▶ **DATA FOR ANALYSIS**
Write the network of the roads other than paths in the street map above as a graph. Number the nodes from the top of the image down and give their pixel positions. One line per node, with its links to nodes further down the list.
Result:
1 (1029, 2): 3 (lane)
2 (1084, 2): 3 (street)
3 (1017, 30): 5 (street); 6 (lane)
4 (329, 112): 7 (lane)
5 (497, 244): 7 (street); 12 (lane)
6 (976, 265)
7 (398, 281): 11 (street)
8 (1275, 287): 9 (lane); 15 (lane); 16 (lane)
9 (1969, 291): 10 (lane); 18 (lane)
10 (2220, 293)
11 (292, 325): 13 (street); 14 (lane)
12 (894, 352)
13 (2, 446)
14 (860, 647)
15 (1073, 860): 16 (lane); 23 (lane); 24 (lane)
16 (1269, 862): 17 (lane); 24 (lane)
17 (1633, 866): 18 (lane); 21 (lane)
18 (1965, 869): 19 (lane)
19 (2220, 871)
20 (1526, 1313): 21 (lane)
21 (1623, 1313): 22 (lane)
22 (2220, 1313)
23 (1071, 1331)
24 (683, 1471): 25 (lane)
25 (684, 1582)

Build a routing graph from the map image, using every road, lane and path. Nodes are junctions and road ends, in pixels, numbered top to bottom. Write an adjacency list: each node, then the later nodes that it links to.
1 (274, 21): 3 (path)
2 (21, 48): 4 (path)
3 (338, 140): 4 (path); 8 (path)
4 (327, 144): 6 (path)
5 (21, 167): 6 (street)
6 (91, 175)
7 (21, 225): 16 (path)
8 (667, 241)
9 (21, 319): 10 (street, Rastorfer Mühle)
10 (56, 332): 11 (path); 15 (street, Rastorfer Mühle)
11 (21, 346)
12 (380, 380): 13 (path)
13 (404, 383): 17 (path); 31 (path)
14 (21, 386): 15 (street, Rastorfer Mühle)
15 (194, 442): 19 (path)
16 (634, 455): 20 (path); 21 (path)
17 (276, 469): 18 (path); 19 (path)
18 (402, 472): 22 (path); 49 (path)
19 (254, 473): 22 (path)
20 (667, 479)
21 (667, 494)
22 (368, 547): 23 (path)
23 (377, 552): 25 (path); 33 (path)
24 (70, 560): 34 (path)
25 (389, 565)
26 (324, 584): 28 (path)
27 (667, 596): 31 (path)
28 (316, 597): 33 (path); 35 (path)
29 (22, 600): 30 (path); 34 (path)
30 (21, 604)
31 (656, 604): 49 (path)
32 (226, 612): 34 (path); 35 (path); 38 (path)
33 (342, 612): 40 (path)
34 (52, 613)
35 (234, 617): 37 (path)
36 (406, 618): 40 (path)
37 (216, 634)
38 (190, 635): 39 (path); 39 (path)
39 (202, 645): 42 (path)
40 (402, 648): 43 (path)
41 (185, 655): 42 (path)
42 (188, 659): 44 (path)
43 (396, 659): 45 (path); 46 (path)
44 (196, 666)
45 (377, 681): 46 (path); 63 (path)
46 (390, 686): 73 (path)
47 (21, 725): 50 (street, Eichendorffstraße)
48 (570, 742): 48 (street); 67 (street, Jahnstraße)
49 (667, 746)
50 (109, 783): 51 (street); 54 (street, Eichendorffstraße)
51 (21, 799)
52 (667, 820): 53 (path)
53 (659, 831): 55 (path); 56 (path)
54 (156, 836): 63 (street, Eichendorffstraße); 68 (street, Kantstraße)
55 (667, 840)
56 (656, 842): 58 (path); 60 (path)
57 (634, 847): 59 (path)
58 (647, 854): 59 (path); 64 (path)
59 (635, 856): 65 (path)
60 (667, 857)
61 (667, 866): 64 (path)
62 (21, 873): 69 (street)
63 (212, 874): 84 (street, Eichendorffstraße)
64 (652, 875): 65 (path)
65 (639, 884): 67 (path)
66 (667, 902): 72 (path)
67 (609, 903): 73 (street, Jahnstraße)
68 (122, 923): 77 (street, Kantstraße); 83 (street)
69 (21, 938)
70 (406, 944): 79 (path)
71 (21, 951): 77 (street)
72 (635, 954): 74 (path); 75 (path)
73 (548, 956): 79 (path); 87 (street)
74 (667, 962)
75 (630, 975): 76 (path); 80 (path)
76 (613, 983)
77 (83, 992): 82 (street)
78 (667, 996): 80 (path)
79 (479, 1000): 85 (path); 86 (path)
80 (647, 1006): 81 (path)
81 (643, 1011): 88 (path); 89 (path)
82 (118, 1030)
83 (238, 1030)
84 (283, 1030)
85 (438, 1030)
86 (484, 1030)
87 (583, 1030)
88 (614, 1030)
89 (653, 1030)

▶ **WHAT THIS TASK INVOLVES**
Repeat every line of the records above exactly.

▶ **THE ANSWER**
Write the network of the roads other than paths in the street map above as a graph. Number the nodes from the top of the image down and give their pixel positions. One line per node, with its links to nodes further down the list.
Result:
1 (1029, 2): 3 (lane)
2 (1084, 2): 3 (street)
3 (1017, 30): 5 (street); 6 (lane)
4 (329, 112): 7 (lane)
5 (497, 244): 7 (street); 12 (lane)
6 (976, 265)
7 (398, 281): 11 (street)
8 (1275, 287): 9 (lane); 15 (lane); 16 (lane)
9 (1969, 291): 10 (lane); 18 (lane)
10 (2220, 293)
11 (292, 325): 13 (street); 14 (lane)
12 (894, 352)
13 (2, 446)
14 (860, 647)
15 (1073, 860): 16 (lane); 23 (lane); 24 (lane)
16 (1269, 862): 17 (lane); 24 (lane)
17 (1633, 866): 18 (lane); 21 (lane)
18 (1965, 869): 19 (lane)
19 (2220, 871)
20 (1526, 1313): 21 (lane)
21 (1623, 1313): 22 (lane)
22 (2220, 1313)
23 (1071, 1331)
24 (683, 1471): 25 (lane)
25 (684, 1582)

Build a routing graph from the map image, using every road, lane and path. Nodes are junctions and road ends, in pixels, numbered top to bottom. Write an adjacency list: each node, then the later nodes that it links to.
1 (274, 21): 3 (path)
2 (21, 48): 4 (path)
3 (338, 140): 4 (path); 8 (path)
4 (327, 144): 6 (path)
5 (21, 167): 6 (street)
6 (91, 175)
7 (21, 225): 16 (path)
8 (667, 241)
9 (21, 319): 10 (street, Rastorfer Mühle)
10 (56, 332): 11 (path); 15 (street, Rastorfer Mühle)
11 (21, 346)
12 (380, 380): 13 (path)
13 (404, 383): 17 (path); 31 (path)
14 (21, 386): 15 (street, Rastorfer Mühle)
15 (194, 442): 19 (path)
16 (634, 455): 20 (path); 21 (path)
17 (276, 469): 18 (path); 19 (path)
18 (402, 472): 22 (path); 49 (path)
19 (254, 473): 22 (path)
20 (667, 479)
21 (667, 494)
22 (368, 547): 23 (path)
23 (377, 552): 25 (path); 33 (path)
24 (70, 560): 34 (path)
25 (389, 565)
26 (324, 584): 28 (path)
27 (667, 596): 31 (path)
28 (316, 597): 33 (path); 35 (path)
29 (22, 600): 30 (path); 34 (path)
30 (21, 604)
31 (656, 604): 49 (path)
32 (226, 612): 34 (path); 35 (path); 38 (path)
33 (342, 612): 40 (path)
34 (52, 613)
35 (234, 617): 37 (path)
36 (406, 618): 40 (path)
37 (216, 634)
38 (190, 635): 39 (path); 39 (path)
39 (202, 645): 42 (path)
40 (402, 648): 43 (path)
41 (185, 655): 42 (path)
42 (188, 659): 44 (path)
43 (396, 659): 45 (path); 46 (path)
44 (196, 666)
45 (377, 681): 46 (path); 63 (path)
46 (390, 686): 73 (path)
47 (21, 725): 50 (street, Eichendorffstraße)
48 (570, 742): 48 (street); 67 (street, Jahnstraße)
49 (667, 746)
50 (109, 783): 51 (street); 54 (street, Eichendorffstraße)
51 (21, 799)
52 (667, 820): 53 (path)
53 (659, 831): 55 (path); 56 (path)
54 (156, 836): 63 (street, Eichendorffstraße); 68 (street, Kantstraße)
55 (667, 840)
56 (656, 842): 58 (path); 60 (path)
57 (634, 847): 59 (path)
58 (647, 854): 59 (path); 64 (path)
59 (635, 856): 65 (path)
60 (667, 857)
61 (667, 866): 64 (path)
62 (21, 873): 69 (street)
63 (212, 874): 84 (street, Eichendorffstraße)
64 (652, 875): 65 (path)
65 (639, 884): 67 (path)
66 (667, 902): 72 (path)
67 (609, 903): 73 (street, Jahnstraße)
68 (122, 923): 77 (street, Kantstraße); 83 (street)
69 (21, 938)
70 (406, 944): 79 (path)
71 (21, 951): 77 (street)
72 (635, 954): 74 (path); 75 (path)
73 (548, 956): 79 (path); 87 (street)
74 (667, 962)
75 (630, 975): 76 (path); 80 (path)
76 (613, 983)
77 (83, 992): 82 (street)
78 (667, 996): 80 (path)
79 (479, 1000): 85 (path); 86 (path)
80 (647, 1006): 81 (path)
81 (643, 1011): 88 (path); 89 (path)
82 (118, 1030)
83 (238, 1030)
84 (283, 1030)
85 (438, 1030)
86 (484, 1030)
87 (583, 1030)
88 (614, 1030)
89 (653, 1030)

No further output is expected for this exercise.